(Stored items)
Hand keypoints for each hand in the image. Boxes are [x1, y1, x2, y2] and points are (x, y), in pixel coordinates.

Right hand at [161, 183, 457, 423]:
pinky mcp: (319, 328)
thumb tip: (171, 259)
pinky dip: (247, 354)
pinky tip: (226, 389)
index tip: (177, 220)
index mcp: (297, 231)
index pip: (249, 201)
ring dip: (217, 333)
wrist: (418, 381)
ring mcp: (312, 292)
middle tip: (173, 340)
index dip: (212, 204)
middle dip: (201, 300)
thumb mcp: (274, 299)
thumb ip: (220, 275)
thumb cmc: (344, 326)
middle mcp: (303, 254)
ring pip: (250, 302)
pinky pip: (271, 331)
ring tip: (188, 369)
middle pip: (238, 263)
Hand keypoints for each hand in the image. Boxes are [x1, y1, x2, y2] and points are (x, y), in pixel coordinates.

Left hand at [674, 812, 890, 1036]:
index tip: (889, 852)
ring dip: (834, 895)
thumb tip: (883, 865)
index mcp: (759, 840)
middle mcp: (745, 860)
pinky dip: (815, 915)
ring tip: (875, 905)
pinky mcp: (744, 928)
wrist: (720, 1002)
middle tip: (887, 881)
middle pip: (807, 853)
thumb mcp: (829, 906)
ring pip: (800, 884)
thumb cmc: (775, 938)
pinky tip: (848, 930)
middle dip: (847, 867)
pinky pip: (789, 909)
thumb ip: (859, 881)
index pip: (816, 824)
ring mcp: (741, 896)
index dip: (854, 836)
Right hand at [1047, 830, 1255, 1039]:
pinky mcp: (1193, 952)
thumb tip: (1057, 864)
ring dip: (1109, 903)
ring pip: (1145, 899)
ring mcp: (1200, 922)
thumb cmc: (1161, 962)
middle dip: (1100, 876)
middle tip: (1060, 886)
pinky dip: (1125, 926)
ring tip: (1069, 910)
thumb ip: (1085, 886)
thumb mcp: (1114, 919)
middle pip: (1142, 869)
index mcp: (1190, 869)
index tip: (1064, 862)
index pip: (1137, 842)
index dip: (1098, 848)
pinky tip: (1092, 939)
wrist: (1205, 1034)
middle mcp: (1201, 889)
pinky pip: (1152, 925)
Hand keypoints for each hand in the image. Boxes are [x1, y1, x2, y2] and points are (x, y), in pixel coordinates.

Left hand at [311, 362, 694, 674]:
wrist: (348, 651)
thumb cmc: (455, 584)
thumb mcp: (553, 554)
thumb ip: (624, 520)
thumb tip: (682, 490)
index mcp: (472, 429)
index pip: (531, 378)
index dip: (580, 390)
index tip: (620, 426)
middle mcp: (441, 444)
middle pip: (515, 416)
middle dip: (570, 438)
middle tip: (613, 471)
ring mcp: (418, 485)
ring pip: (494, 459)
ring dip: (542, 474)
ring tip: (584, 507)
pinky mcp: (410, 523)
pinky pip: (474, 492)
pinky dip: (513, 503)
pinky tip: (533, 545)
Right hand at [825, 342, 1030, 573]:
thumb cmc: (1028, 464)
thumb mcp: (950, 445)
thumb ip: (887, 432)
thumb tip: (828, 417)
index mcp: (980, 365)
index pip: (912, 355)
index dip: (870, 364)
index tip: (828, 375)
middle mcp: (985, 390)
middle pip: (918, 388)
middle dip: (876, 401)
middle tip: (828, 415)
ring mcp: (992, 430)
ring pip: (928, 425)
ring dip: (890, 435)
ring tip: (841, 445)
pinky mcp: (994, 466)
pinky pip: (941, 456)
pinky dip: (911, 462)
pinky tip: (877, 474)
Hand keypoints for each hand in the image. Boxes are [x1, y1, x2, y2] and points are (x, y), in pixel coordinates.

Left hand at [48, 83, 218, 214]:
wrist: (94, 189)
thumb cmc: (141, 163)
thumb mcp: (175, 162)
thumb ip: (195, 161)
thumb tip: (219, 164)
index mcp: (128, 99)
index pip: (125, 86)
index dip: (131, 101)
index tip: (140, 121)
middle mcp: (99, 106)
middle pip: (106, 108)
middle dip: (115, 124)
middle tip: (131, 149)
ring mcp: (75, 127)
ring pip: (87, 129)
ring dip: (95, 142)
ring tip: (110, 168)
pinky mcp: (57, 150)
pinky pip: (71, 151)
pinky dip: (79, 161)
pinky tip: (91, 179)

> _WHAT THIS TASK INVOLVES_:
Please write out the records from above, keeping every line exact.

> _REPLY TO THE EXERCISE_:
Hand keypoints for each hand in the image. Boxes are [x1, y1, x2, y2] and points are (x, y), in pixel coordinates.

Right hand at [161, 183, 457, 423]:
pinky mcp: (319, 328)
thumb tip: (171, 259)
pinky dip: (247, 354)
pinky tip: (226, 389)
index tip: (177, 220)
index mcp: (297, 231)
index pip: (249, 201)
ring dip: (217, 333)
wrist: (418, 381)
ring mcp: (312, 292)
middle tip: (173, 340)
index dip: (212, 204)
middle dip: (201, 300)
thumb mcp: (274, 299)
thumb ip: (220, 275)
thumb cmc: (344, 326)
middle mcp: (303, 254)
ring pip: (250, 302)
pinky pip: (271, 331)
ring tip: (188, 369)
middle pip: (238, 263)
Hand keypoints for each hand in the image. Boxes are [x1, y1, x2, y2] and points are (x, y), in pixel coordinates.

Left hand at [674, 812, 890, 1036]:
index tip: (889, 852)
ring dip: (834, 895)
thumb tip: (883, 865)
index mcp: (759, 840)
middle mcp: (745, 860)
pinky dip: (815, 915)
ring tip: (875, 905)
pinky mcp: (744, 928)
wrist: (720, 1002)
middle tip: (887, 881)
middle pip: (807, 853)
thumb mcp: (829, 906)
ring pip: (800, 884)
thumb cmc: (775, 938)
pinky tip: (848, 930)
middle dip: (847, 867)
pinky pip: (789, 909)
thumb ip: (859, 881)
index pip: (816, 824)
ring mcp: (741, 896)
index dip: (854, 836)
Right hand at [1047, 830, 1255, 1039]:
pinky mcp: (1193, 952)
thumb tip: (1057, 864)
ring dip: (1109, 903)
ring pip: (1145, 899)
ring mcp: (1200, 922)
thumb cmc: (1161, 962)
middle dip: (1100, 876)
middle tip: (1060, 886)
pinky dip: (1125, 926)
ring tip: (1069, 910)
thumb ip: (1085, 886)
thumb mcp: (1114, 919)
middle pip: (1142, 869)
index mcp: (1190, 869)
index tip: (1064, 862)
index pip: (1137, 842)
index dip: (1098, 848)
pinky tip: (1092, 939)
wrist: (1205, 1034)
middle mcp: (1201, 889)
pinky pip: (1152, 925)
Hand keypoints for each hand in the image. Boxes are [x1, y1, x2, y2] and points are (x, y), in pixel coordinates.

Left hand at [311, 362, 694, 674]:
wrist: (348, 651)
thumb cmc: (455, 584)
thumb mcp: (553, 554)
thumb ip: (624, 520)
thumb tip: (682, 490)
index mcp: (472, 429)
index pip: (531, 378)
index dip: (580, 390)
index tip: (620, 426)
middle mcp: (441, 444)
middle pip: (515, 416)
middle dip: (570, 438)
middle tip: (613, 471)
ring mcp: (418, 485)
ring pip: (494, 459)
ring dip: (542, 474)
ring tip: (584, 507)
pinky mcp: (410, 523)
pinky pip: (474, 492)
pinky dip: (513, 503)
pinky tip: (533, 545)
Right hand at [825, 342, 1030, 573]:
thumb cmc: (1028, 464)
thumb mcp: (950, 445)
thumb ip: (887, 432)
thumb tip: (828, 417)
index mcp: (980, 365)
index pip: (912, 355)
index dip: (870, 364)
index tip: (828, 375)
middle mcp: (985, 390)
middle pip: (918, 388)
middle dip: (876, 401)
middle tip: (828, 415)
ring mcp: (992, 430)
ring pip: (928, 425)
ring dip: (890, 435)
ring tip: (841, 445)
pinky mcp: (994, 466)
pinky pip: (941, 456)
pinky dip: (911, 462)
pinky tip: (877, 474)
Hand keypoints for each hand in the image. Boxes are [x1, y1, x2, y2] and points are (x, y), in pixel coordinates.

Left hand at [48, 83, 218, 214]:
wrist: (94, 189)
thumb cmc: (141, 163)
thumb mcp: (175, 162)
thumb ip: (195, 161)
thumb tip: (219, 164)
index mcp: (128, 99)
index pip: (125, 86)
index dip: (131, 101)
index tip: (140, 121)
middle mcp: (99, 106)
middle pip: (106, 108)
middle dip: (115, 124)
middle tip: (131, 149)
ring mcp: (75, 127)
ring pip: (87, 129)
ring dip: (95, 142)
ring tip: (110, 168)
pinky mcp: (57, 150)
pinky pip: (71, 151)
pinky dip: (79, 161)
pinky tip: (91, 179)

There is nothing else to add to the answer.